╭─ Data to examine

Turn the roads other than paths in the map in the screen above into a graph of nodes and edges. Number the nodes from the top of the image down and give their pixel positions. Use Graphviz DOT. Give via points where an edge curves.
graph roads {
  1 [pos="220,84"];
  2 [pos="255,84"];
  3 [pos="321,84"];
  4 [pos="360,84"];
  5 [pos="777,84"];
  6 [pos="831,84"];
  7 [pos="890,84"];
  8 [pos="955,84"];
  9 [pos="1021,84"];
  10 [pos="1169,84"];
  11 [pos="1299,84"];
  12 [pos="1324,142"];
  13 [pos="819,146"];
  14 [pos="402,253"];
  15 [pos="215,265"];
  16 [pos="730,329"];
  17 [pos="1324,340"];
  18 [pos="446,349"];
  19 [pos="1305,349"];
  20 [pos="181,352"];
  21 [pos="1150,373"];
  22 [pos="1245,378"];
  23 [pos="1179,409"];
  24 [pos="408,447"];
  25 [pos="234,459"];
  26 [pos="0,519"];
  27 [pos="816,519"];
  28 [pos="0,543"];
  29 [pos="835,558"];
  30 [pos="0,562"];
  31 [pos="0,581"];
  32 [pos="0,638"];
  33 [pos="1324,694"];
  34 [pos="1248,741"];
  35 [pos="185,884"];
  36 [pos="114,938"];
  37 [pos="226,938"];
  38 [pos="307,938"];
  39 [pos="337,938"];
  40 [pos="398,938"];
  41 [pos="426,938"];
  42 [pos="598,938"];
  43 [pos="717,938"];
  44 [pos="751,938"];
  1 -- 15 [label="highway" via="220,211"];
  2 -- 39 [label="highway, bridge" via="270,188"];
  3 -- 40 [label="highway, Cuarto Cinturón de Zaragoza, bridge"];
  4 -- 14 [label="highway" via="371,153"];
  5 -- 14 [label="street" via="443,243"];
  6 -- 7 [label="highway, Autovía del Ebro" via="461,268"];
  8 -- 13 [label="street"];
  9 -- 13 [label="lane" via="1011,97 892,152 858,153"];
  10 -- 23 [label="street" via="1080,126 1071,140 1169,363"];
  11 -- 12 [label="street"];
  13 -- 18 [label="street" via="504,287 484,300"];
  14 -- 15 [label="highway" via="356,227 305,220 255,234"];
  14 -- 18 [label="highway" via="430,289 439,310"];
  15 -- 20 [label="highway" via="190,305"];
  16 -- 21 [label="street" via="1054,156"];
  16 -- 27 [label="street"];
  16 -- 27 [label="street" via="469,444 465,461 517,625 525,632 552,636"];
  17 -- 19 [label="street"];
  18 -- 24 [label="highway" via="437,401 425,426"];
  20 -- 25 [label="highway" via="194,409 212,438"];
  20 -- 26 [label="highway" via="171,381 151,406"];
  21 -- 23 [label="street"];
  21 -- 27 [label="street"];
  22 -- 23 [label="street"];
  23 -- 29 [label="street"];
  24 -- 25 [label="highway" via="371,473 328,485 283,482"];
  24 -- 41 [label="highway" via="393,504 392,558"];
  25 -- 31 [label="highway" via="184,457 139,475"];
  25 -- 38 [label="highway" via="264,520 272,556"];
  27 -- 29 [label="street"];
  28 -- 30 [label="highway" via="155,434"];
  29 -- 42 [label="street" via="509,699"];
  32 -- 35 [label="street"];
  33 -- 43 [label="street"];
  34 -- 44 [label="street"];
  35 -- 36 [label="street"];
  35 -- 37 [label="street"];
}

╰─

About this task:
Word for word, give the entire listing again.

Exercise answer:
Turn the roads other than paths in the map in the screen above into a graph of nodes and edges. Number the nodes from the top of the image down and give their pixel positions. Use Graphviz DOT. Give via points where an edge curves.
graph roads {
  1 [pos="220,84"];
  2 [pos="255,84"];
  3 [pos="321,84"];
  4 [pos="360,84"];
  5 [pos="777,84"];
  6 [pos="831,84"];
  7 [pos="890,84"];
  8 [pos="955,84"];
  9 [pos="1021,84"];
  10 [pos="1169,84"];
  11 [pos="1299,84"];
  12 [pos="1324,142"];
  13 [pos="819,146"];
  14 [pos="402,253"];
  15 [pos="215,265"];
  16 [pos="730,329"];
  17 [pos="1324,340"];
  18 [pos="446,349"];
  19 [pos="1305,349"];
  20 [pos="181,352"];
  21 [pos="1150,373"];
  22 [pos="1245,378"];
  23 [pos="1179,409"];
  24 [pos="408,447"];
  25 [pos="234,459"];
  26 [pos="0,519"];
  27 [pos="816,519"];
  28 [pos="0,543"];
  29 [pos="835,558"];
  30 [pos="0,562"];
  31 [pos="0,581"];
  32 [pos="0,638"];
  33 [pos="1324,694"];
  34 [pos="1248,741"];
  35 [pos="185,884"];
  36 [pos="114,938"];
  37 [pos="226,938"];
  38 [pos="307,938"];
  39 [pos="337,938"];
  40 [pos="398,938"];
  41 [pos="426,938"];
  42 [pos="598,938"];
  43 [pos="717,938"];
  44 [pos="751,938"];
  1 -- 15 [label="highway" via="220,211"];
  2 -- 39 [label="highway, bridge" via="270,188"];
  3 -- 40 [label="highway, Cuarto Cinturón de Zaragoza, bridge"];
  4 -- 14 [label="highway" via="371,153"];
  5 -- 14 [label="street" via="443,243"];
  6 -- 7 [label="highway, Autovía del Ebro" via="461,268"];
  8 -- 13 [label="street"];
  9 -- 13 [label="lane" via="1011,97 892,152 858,153"];
  10 -- 23 [label="street" via="1080,126 1071,140 1169,363"];
  11 -- 12 [label="street"];
  13 -- 18 [label="street" via="504,287 484,300"];
  14 -- 15 [label="highway" via="356,227 305,220 255,234"];
  14 -- 18 [label="highway" via="430,289 439,310"];
  15 -- 20 [label="highway" via="190,305"];
  16 -- 21 [label="street" via="1054,156"];
  16 -- 27 [label="street"];
  16 -- 27 [label="street" via="469,444 465,461 517,625 525,632 552,636"];
  17 -- 19 [label="street"];
  18 -- 24 [label="highway" via="437,401 425,426"];
  20 -- 25 [label="highway" via="194,409 212,438"];
  20 -- 26 [label="highway" via="171,381 151,406"];
  21 -- 23 [label="street"];
  21 -- 27 [label="street"];
  22 -- 23 [label="street"];
  23 -- 29 [label="street"];
  24 -- 25 [label="highway" via="371,473 328,485 283,482"];
  24 -- 41 [label="highway" via="393,504 392,558"];
  25 -- 31 [label="highway" via="184,457 139,475"];
  25 -- 38 [label="highway" via="264,520 272,556"];
  27 -- 29 [label="street"];
  28 -- 30 [label="highway" via="155,434"];
  29 -- 42 [label="street" via="509,699"];
  32 -- 35 [label="street"];
  33 -- 43 [label="street"];
  34 -- 44 [label="street"];
  35 -- 36 [label="street"];
  35 -- 37 [label="street"];
}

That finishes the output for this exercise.